Allan Rock Minister of Justice and Attorney General of Canada

Of course I consulted, Mr. Speaker, closely and continuously. The fact that the attorneys general of some of those provinces did not like what was done does not mean they were not asked for their views and their views were listened to carefully.

The hon. member is factually wrong in saying that Ontario is opting out. As I understand its position, it is challenging the regime in court but it has not decided to opt out.

The fact is that there are some provincial governments who do not support gun control. That is the sad fact: some provincial governments do not support gun control. It is a good thing there is at least one level of government in this country that is prepared to represent the wishes of the vast majority of Canadians who stand up for gun control.

Gun Registration
Oral Question Period

11:50 a.m.

Reform

Darrel Stinson Okanagan—Shuswap, BC

Mr. Speaker, the fact of the matter is all provinces support crime control.

As a result of these court challenges the federal government will end up fighting these challenges using taxpayers' dollars, the same taxpayers' dollars which will be used by the provinces and the same taxpayers' dollars the federal government will need in its out of court settlements for the Pearson airport deal and the Airbus fiasco.

I ask the minister this.
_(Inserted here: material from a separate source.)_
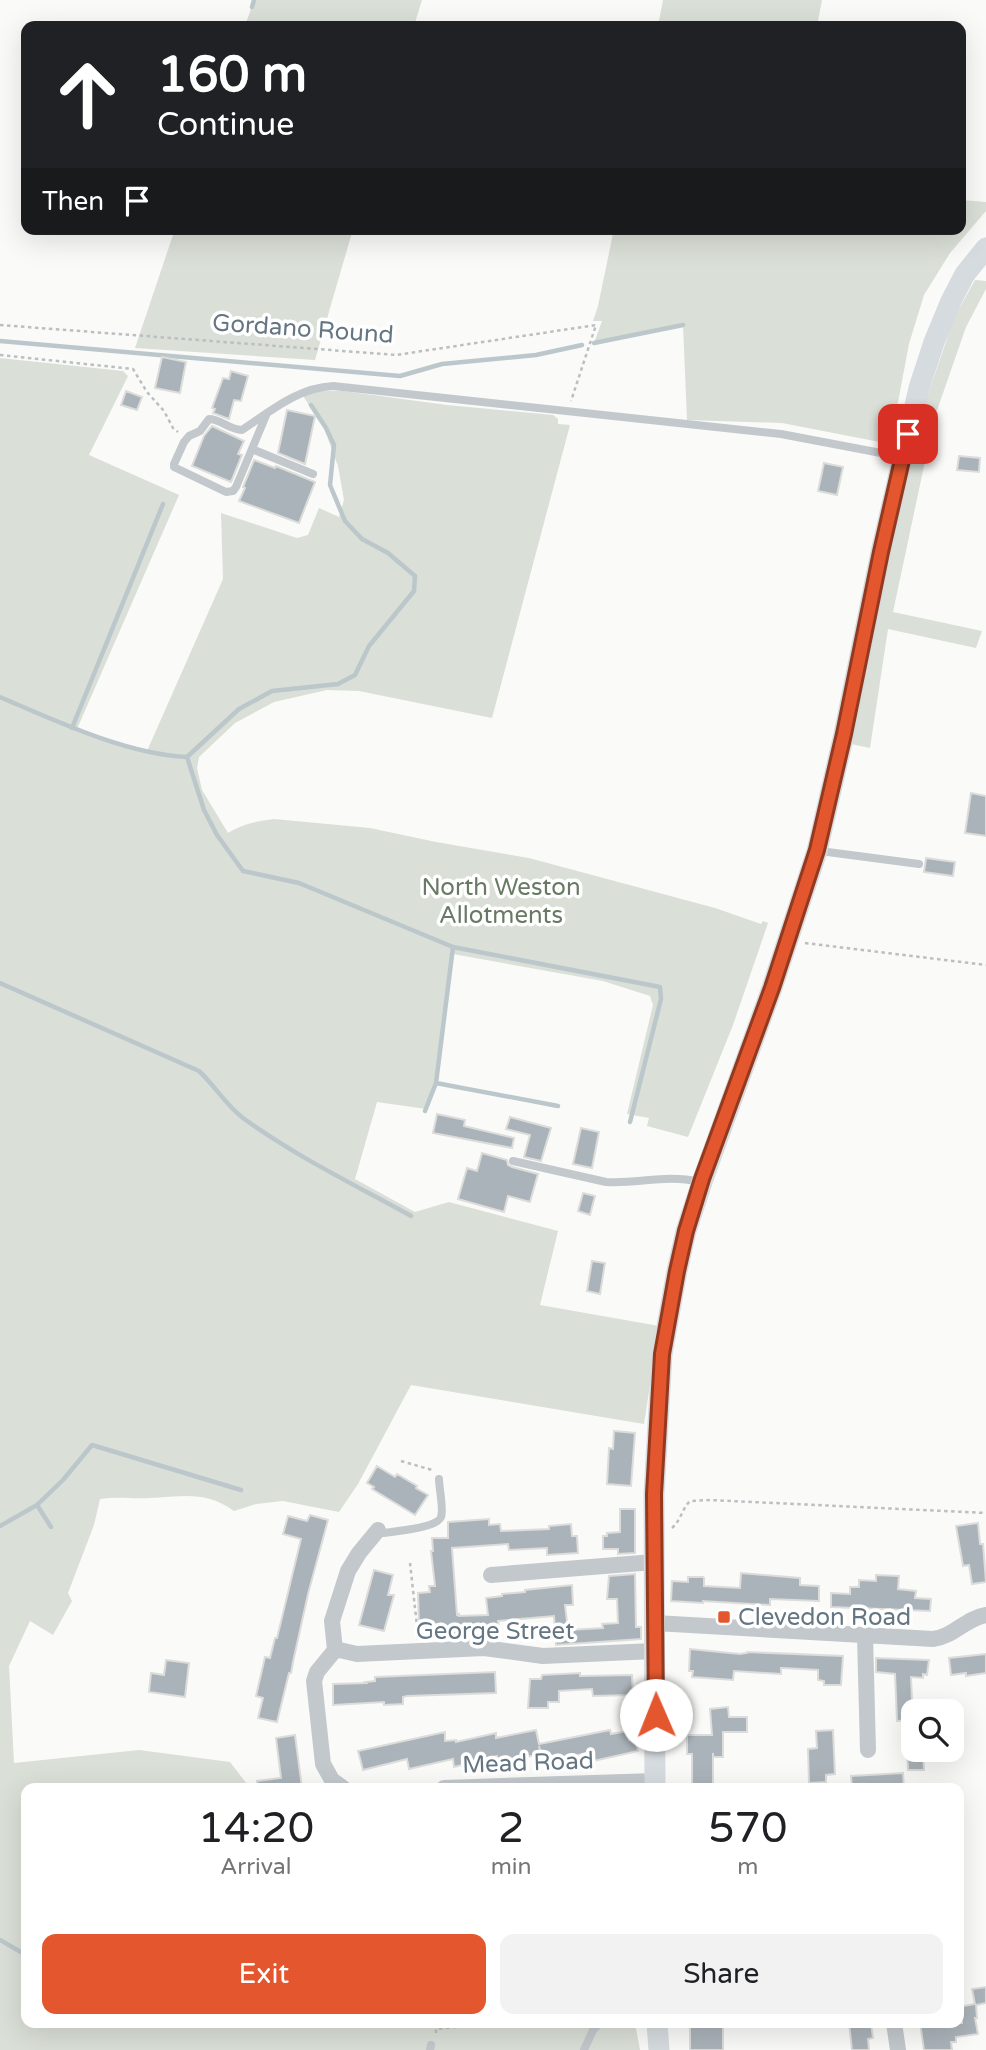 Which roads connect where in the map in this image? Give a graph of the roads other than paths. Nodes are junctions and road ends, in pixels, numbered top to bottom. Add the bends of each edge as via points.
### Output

Have the court bills been tallied?

Gun Registration
Oral Question Period

11:50 a.m.

Etobicoke Centre
Ontario

Liberal

Allan Rock Minister of Justice and Attorney General of Canada

Mr. Speaker, if the hon. member wants to save us some money perhaps he can speak to his friends in the Alberta government and have them drop the lawsuit.

I read in this morning's newspaper that the attorney general of Alberta gives himself a 50:50 chance. It is for the courts to decide. We have to respect the role of the courts.

I will say this. I am very confident. From the federal perspective it looks a lot better than 50:50. Let me say that this is on the part of my hon. friend just another shot in the dark.

The Canadian Radio-Television And Telecommunications Commission
Oral Question Period

11:55 a.m.

Bloc

Gaston Leroux Richmond—Wolfe, QC

Mr. Speaker, this morning, six Quebec associations of artists-composers-performers and record producers joined their Canadian colleagues to ask the Minister of Canadian Heritage to withdraw the licences granted by the CRTC to DMX Canada and Power Music Choice.

As the minister admitted herself that the terms of those licences did not comply with Canadian standards on Canadian and francophone content, will she have the courage to cancel these licences?

The Canadian Radio-Television And Telecommunications Commission
Oral Question Period

11:55 a.m.

Hamilton East
Ontario

Liberal

Sheila Copps Deputy Prime Minister and Minister of Canadian Heritage

Mr. Speaker, I am very happy that the member shows some interest in Canadian content because that issue concerns us all. The question he raises is now being studied by Cabinet, and therefore I cannot comment any further.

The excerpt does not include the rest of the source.